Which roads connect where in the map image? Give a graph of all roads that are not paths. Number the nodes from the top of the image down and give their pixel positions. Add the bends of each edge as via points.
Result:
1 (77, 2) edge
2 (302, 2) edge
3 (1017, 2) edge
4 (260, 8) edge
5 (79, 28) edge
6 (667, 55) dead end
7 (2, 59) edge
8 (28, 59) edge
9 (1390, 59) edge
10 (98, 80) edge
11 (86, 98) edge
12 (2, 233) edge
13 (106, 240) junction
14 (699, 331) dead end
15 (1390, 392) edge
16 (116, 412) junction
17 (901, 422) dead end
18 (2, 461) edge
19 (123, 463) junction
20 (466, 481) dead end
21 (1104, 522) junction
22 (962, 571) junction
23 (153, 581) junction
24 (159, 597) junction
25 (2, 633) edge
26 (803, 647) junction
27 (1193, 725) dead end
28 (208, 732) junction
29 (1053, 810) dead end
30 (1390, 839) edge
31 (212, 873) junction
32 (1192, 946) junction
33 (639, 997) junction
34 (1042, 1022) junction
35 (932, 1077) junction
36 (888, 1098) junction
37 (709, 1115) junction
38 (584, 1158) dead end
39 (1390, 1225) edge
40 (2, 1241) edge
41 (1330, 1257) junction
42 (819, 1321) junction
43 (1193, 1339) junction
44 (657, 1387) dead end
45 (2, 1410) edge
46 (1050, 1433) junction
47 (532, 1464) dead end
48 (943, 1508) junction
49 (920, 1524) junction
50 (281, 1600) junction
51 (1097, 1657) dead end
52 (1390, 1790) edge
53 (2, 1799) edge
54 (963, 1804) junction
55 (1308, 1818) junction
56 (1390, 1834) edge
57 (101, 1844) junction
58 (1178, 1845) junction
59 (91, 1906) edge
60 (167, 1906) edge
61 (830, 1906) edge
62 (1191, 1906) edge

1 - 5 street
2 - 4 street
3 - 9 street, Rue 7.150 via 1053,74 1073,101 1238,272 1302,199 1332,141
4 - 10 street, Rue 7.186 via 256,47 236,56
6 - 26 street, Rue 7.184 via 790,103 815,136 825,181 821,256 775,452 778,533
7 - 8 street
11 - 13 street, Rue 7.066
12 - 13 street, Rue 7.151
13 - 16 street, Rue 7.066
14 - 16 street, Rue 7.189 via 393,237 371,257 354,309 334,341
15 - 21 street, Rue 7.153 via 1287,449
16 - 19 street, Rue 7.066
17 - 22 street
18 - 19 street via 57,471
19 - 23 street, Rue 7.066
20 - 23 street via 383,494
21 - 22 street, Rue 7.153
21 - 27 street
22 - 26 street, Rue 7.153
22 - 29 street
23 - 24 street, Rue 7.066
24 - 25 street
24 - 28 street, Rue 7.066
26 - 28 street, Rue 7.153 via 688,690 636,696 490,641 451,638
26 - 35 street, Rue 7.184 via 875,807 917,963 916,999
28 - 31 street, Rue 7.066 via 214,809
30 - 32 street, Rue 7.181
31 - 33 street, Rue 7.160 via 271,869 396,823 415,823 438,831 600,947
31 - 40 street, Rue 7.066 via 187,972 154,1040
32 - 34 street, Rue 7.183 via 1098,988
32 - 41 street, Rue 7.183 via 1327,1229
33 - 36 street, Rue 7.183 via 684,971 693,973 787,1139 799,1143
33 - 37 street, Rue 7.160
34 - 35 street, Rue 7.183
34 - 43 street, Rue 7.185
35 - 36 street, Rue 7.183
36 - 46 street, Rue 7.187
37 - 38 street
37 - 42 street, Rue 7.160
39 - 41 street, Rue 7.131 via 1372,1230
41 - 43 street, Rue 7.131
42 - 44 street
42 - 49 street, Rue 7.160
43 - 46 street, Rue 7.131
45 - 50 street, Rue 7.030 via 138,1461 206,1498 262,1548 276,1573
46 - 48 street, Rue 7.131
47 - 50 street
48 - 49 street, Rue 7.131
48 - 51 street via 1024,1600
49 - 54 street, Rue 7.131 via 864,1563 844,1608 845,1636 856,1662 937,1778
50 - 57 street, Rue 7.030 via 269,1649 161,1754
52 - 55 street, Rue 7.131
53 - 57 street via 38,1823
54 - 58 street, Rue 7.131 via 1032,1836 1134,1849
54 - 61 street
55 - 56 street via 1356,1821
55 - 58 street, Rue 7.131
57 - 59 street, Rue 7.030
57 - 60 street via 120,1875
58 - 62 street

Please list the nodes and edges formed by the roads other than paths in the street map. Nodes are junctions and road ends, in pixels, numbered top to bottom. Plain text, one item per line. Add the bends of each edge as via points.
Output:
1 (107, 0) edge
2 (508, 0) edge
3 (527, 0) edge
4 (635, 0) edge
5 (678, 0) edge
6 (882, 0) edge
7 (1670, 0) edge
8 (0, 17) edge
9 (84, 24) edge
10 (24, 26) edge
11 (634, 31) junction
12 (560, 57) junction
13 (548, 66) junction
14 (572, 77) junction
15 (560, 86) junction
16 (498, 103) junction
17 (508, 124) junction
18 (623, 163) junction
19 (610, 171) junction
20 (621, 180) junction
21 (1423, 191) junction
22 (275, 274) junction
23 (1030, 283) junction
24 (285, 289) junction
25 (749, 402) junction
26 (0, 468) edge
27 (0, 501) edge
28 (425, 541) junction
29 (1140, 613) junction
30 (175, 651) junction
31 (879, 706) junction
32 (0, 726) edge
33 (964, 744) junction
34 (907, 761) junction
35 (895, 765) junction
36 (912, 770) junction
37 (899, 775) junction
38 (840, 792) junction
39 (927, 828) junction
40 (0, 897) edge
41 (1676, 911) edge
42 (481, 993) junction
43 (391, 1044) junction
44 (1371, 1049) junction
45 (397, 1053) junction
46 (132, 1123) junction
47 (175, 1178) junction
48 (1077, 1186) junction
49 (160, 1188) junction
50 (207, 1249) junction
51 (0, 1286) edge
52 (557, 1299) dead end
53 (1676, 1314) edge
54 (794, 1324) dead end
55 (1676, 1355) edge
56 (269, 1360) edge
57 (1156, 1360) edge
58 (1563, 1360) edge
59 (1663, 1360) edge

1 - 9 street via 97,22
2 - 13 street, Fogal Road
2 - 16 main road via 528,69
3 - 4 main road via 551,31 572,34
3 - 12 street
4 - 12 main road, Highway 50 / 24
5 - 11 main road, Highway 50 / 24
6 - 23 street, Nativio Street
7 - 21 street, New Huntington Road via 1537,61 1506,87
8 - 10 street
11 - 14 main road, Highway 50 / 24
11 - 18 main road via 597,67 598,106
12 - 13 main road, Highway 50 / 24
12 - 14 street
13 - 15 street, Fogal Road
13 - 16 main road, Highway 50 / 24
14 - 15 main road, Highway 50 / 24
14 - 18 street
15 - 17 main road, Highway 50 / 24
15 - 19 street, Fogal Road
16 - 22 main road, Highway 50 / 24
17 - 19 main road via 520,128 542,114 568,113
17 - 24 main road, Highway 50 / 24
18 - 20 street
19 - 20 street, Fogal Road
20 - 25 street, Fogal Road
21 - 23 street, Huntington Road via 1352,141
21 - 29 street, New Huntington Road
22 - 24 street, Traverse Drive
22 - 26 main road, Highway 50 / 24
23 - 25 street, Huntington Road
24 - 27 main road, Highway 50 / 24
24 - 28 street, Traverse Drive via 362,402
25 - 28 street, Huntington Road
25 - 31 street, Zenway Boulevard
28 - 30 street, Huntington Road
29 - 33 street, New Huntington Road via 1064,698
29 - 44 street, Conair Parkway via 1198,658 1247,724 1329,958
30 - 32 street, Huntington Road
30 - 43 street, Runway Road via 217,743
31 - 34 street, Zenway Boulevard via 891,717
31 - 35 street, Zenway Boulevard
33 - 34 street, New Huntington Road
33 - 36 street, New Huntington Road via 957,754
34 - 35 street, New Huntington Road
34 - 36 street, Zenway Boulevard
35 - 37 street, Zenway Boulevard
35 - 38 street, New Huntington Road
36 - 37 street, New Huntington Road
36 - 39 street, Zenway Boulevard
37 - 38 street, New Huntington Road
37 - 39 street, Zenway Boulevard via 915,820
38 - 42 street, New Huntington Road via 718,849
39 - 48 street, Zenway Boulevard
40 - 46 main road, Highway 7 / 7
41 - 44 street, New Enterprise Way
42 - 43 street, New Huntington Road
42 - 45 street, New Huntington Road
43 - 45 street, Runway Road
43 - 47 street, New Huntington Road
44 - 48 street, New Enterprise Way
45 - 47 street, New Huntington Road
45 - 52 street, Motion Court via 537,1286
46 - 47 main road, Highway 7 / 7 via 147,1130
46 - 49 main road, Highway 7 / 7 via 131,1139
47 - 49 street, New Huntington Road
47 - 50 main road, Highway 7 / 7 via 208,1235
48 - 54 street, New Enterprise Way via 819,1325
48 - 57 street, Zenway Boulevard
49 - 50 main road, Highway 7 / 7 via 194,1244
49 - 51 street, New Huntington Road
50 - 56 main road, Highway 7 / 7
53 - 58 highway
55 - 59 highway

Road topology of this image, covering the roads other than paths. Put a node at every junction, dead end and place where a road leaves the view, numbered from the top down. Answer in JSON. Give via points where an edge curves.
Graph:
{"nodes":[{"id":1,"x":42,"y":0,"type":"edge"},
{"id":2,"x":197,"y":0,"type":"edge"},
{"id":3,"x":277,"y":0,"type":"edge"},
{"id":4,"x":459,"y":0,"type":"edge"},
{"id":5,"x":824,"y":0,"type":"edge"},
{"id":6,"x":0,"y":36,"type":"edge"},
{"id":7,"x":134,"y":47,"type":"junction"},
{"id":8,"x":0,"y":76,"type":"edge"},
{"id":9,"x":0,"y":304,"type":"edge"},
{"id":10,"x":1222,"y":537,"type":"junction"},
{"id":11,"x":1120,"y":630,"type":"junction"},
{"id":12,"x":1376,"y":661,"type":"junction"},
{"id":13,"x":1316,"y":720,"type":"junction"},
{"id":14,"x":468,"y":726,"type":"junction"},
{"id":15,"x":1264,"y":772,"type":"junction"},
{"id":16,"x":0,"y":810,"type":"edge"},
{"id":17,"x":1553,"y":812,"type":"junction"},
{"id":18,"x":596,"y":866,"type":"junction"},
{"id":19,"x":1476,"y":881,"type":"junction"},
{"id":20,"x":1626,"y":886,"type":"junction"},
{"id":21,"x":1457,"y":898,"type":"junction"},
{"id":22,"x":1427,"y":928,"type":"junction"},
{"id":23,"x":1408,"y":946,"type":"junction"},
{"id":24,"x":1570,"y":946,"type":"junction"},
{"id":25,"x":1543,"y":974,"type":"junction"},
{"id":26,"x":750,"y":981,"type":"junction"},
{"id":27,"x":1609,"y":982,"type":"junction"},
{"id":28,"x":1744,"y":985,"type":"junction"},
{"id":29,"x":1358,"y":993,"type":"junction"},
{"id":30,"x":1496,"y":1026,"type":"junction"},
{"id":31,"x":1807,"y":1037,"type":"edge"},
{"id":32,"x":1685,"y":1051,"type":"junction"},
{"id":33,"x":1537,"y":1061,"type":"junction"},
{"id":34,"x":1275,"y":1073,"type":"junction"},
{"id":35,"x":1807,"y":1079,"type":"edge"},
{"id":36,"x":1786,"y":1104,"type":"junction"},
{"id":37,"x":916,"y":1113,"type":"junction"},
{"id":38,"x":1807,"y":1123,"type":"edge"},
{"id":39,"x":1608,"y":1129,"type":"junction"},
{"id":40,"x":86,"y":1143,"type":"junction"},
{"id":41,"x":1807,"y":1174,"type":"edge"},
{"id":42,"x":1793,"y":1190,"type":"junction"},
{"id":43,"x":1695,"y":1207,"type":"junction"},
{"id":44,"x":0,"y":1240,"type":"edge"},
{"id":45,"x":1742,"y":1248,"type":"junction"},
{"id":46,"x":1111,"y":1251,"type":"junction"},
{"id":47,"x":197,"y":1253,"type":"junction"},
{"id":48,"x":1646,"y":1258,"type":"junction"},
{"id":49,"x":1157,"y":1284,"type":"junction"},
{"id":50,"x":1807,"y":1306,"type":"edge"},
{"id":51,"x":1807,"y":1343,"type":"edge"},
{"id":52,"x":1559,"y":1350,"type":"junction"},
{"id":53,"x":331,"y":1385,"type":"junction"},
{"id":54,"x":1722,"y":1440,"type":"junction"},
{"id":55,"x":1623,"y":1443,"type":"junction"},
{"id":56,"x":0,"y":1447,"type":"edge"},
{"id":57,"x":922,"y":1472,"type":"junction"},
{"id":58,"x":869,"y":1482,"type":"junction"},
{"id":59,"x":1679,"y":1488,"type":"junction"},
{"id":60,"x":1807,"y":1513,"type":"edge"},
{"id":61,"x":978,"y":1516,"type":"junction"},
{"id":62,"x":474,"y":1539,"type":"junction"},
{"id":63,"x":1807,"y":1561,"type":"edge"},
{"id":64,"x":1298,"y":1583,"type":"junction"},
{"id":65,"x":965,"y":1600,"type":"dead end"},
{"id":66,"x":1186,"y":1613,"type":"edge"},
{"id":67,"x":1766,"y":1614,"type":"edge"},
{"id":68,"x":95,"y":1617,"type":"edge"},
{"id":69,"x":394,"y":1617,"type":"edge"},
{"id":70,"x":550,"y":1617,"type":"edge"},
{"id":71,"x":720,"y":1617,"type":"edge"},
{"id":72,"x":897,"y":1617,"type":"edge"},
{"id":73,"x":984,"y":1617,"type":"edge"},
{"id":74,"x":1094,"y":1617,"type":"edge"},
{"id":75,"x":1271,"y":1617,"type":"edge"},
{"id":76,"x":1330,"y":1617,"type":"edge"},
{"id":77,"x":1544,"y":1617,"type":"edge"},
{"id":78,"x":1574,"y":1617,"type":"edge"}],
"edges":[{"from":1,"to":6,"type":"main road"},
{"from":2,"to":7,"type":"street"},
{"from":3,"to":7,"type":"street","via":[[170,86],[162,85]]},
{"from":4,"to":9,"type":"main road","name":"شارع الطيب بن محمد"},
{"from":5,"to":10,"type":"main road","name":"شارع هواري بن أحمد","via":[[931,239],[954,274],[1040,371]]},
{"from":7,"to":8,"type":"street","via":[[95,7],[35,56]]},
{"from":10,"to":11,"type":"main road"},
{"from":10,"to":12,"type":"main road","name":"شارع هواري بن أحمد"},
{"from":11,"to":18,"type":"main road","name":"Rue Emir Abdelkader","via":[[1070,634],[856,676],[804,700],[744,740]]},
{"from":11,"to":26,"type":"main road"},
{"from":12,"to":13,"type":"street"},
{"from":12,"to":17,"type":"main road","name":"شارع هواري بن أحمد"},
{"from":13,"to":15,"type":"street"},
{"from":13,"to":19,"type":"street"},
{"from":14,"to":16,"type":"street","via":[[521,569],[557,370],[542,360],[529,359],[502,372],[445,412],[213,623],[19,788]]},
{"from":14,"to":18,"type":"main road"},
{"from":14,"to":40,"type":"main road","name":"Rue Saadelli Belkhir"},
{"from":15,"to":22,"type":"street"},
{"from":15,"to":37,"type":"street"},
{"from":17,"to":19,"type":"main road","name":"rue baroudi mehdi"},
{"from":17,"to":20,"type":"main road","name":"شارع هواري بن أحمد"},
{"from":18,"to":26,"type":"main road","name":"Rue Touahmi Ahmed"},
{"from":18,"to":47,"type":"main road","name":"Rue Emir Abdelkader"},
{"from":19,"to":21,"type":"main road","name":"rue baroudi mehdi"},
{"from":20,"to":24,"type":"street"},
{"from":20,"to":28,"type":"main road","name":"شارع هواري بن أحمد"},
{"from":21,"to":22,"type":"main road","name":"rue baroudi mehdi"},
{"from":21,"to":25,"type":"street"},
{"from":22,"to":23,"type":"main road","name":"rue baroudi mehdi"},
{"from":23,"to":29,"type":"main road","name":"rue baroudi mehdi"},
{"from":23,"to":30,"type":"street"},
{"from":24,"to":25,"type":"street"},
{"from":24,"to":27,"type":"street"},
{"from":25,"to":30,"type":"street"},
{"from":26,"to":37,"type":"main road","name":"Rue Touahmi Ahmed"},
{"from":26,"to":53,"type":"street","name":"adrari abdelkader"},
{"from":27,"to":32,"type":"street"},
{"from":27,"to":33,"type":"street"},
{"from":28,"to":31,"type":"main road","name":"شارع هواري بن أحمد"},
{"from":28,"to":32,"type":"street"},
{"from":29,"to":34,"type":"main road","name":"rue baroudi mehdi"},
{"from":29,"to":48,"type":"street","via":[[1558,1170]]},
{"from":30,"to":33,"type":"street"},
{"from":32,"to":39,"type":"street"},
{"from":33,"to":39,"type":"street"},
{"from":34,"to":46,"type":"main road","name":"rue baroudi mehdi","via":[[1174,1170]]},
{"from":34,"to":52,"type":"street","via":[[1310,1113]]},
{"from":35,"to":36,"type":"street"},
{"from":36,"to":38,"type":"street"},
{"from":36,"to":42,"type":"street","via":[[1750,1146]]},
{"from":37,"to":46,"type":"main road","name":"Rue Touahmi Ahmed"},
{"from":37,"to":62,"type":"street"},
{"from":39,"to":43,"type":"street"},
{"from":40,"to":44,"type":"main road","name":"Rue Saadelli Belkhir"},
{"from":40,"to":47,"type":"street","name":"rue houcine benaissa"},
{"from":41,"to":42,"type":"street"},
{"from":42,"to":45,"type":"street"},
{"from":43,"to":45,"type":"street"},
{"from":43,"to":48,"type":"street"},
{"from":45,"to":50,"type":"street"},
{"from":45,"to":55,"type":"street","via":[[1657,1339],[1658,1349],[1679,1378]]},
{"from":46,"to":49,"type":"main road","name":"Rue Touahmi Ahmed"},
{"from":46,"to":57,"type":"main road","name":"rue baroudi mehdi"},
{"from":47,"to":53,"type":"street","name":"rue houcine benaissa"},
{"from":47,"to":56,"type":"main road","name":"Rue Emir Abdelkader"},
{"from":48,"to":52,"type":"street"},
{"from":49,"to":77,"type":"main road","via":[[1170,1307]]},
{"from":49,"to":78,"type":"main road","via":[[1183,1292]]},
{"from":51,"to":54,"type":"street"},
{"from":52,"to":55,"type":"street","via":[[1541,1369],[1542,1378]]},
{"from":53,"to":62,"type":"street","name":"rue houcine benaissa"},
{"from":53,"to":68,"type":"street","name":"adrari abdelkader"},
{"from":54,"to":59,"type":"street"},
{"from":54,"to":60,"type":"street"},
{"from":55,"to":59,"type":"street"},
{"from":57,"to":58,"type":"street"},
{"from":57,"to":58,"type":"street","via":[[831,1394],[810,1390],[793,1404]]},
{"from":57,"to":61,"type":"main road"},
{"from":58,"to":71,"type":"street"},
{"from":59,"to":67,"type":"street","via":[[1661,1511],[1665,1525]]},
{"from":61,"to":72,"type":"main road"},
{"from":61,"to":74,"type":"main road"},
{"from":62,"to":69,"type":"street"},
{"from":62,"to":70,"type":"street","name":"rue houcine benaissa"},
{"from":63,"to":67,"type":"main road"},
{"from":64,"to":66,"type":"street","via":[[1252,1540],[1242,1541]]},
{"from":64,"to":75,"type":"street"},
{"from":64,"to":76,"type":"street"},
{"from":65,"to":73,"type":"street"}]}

### Directions for this task
All lines in the records above that contain "Boulevard" are to be reported.

### Problem solution
25 - 31 street, Zenway Boulevard
31 - 34 street, Zenway Boulevard via 891,717
31 - 35 street, Zenway Boulevard
34 - 36 street, Zenway Boulevard
35 - 37 street, Zenway Boulevard
36 - 39 street, Zenway Boulevard
37 - 39 street, Zenway Boulevard via 915,820
39 - 48 street, Zenway Boulevard
48 - 57 street, Zenway Boulevard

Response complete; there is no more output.